Dataset entries:
● ● ● ●

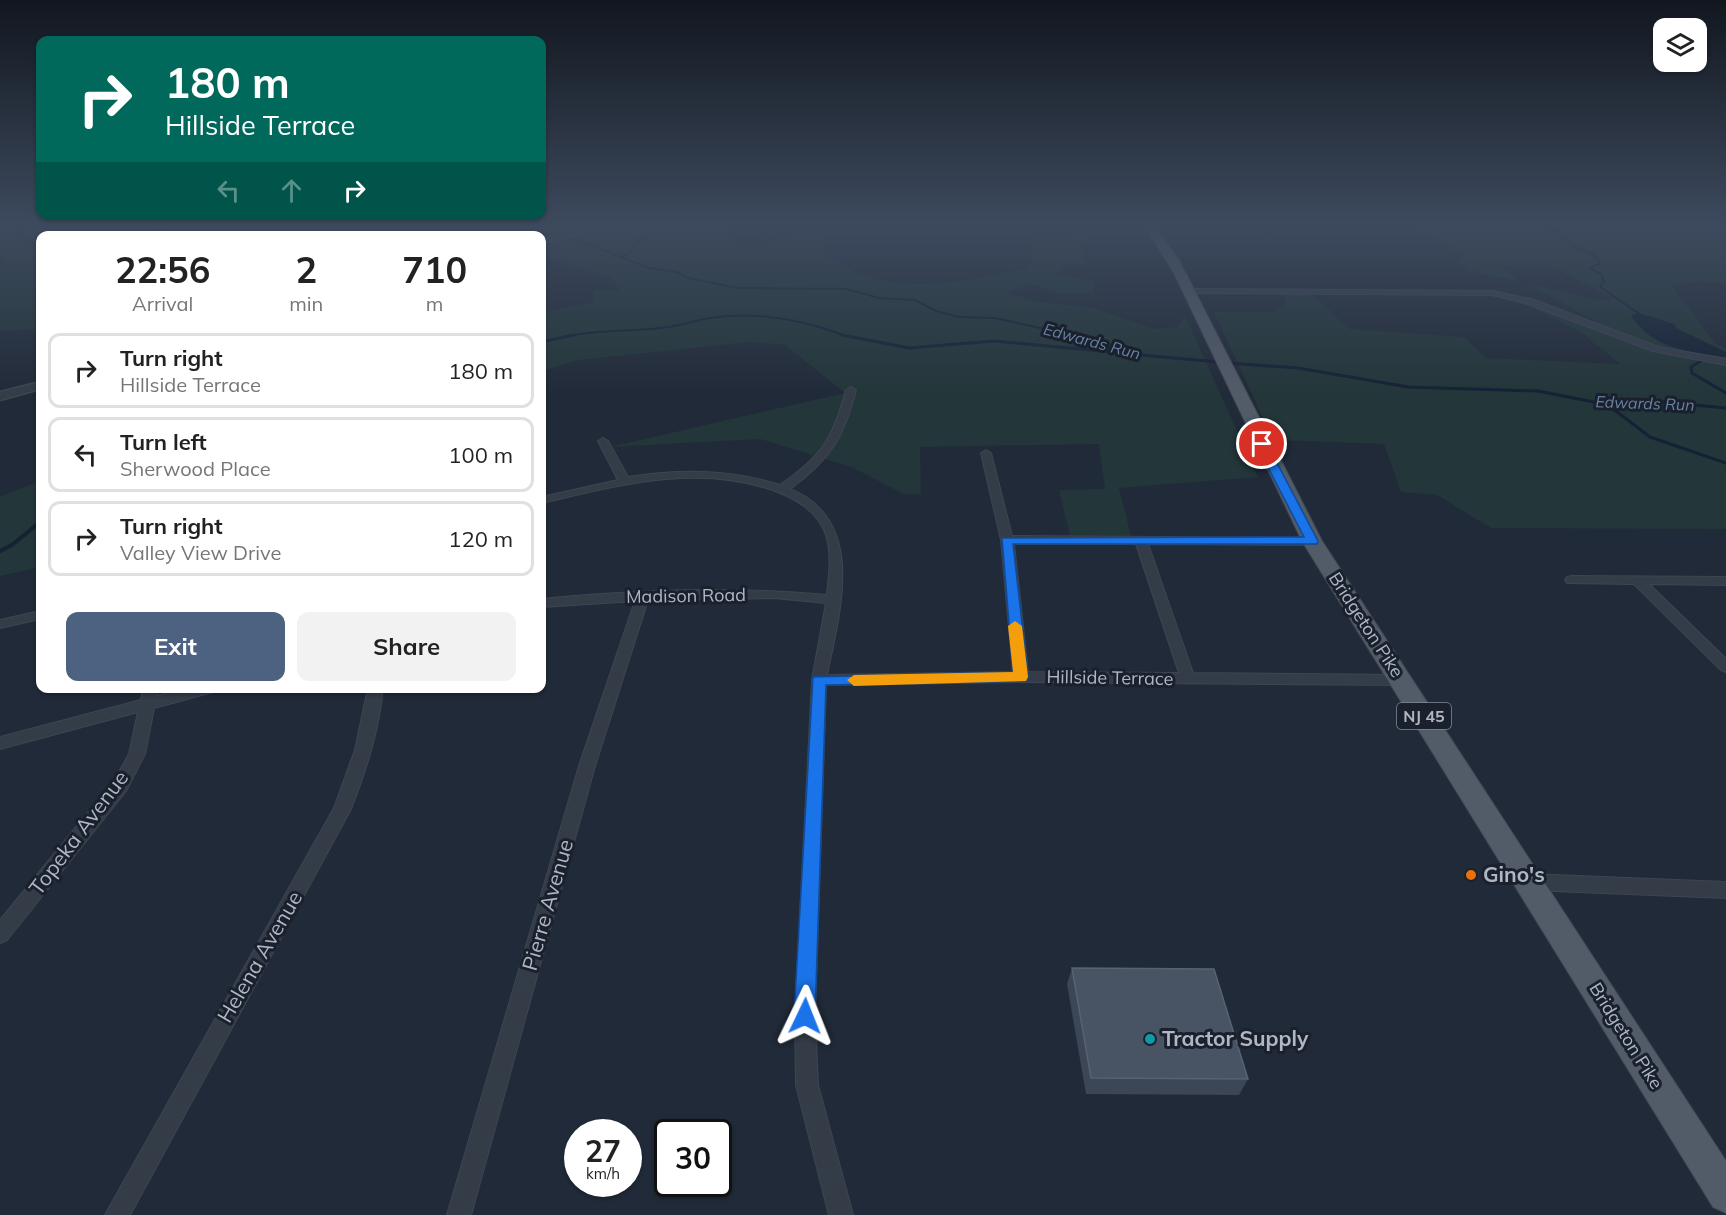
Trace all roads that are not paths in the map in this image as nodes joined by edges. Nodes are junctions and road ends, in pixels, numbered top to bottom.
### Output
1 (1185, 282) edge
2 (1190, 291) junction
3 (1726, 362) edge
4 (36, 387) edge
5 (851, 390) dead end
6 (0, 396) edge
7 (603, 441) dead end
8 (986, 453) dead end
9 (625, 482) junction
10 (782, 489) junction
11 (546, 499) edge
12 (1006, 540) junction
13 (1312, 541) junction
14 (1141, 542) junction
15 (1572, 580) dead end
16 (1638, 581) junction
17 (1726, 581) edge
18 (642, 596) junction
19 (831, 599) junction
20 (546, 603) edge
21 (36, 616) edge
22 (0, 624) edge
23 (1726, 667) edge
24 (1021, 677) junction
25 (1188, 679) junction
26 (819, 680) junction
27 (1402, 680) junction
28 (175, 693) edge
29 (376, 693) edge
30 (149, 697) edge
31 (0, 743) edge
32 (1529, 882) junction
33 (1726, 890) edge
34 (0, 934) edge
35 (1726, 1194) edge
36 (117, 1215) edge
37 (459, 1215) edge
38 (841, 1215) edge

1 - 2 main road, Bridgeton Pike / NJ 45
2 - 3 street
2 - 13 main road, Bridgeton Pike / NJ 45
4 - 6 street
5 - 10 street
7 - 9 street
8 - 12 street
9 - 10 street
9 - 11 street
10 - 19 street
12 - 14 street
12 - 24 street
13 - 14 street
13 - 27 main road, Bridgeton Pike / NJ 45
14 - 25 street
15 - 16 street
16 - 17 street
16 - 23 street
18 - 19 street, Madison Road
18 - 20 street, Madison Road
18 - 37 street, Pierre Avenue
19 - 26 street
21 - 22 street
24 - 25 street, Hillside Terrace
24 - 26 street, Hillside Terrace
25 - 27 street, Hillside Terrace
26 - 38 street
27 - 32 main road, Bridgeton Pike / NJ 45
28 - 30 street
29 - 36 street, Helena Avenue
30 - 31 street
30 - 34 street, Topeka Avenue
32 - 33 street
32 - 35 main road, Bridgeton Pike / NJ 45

● ● ● ●

ACTIVITY
Drop the pictures and reproduce the rest of the data above exactly.

YOUR SOLUTION
Trace all roads that are not paths in the map in this image as nodes joined by edges. Nodes are junctions and road ends, in pixels, numbered top to bottom.
### Output
1 (1185, 282) edge
2 (1190, 291) junction
3 (1726, 362) edge
4 (36, 387) edge
5 (851, 390) dead end
6 (0, 396) edge
7 (603, 441) dead end
8 (986, 453) dead end
9 (625, 482) junction
10 (782, 489) junction
11 (546, 499) edge
12 (1006, 540) junction
13 (1312, 541) junction
14 (1141, 542) junction
15 (1572, 580) dead end
16 (1638, 581) junction
17 (1726, 581) edge
18 (642, 596) junction
19 (831, 599) junction
20 (546, 603) edge
21 (36, 616) edge
22 (0, 624) edge
23 (1726, 667) edge
24 (1021, 677) junction
25 (1188, 679) junction
26 (819, 680) junction
27 (1402, 680) junction
28 (175, 693) edge
29 (376, 693) edge
30 (149, 697) edge
31 (0, 743) edge
32 (1529, 882) junction
33 (1726, 890) edge
34 (0, 934) edge
35 (1726, 1194) edge
36 (117, 1215) edge
37 (459, 1215) edge
38 (841, 1215) edge

1 - 2 main road, Bridgeton Pike / NJ 45
2 - 3 street
2 - 13 main road, Bridgeton Pike / NJ 45
4 - 6 street
5 - 10 street
7 - 9 street
8 - 12 street
9 - 10 street
9 - 11 street
10 - 19 street
12 - 14 street
12 - 24 street
13 - 14 street
13 - 27 main road, Bridgeton Pike / NJ 45
14 - 25 street
15 - 16 street
16 - 17 street
16 - 23 street
18 - 19 street, Madison Road
18 - 20 street, Madison Road
18 - 37 street, Pierre Avenue
19 - 26 street
21 - 22 street
24 - 25 street, Hillside Terrace
24 - 26 street, Hillside Terrace
25 - 27 street, Hillside Terrace
26 - 38 street
27 - 32 main road, Bridgeton Pike / NJ 45
28 - 30 street
29 - 36 street, Helena Avenue
30 - 31 street
30 - 34 street, Topeka Avenue
32 - 33 street
32 - 35 main road, Bridgeton Pike / NJ 45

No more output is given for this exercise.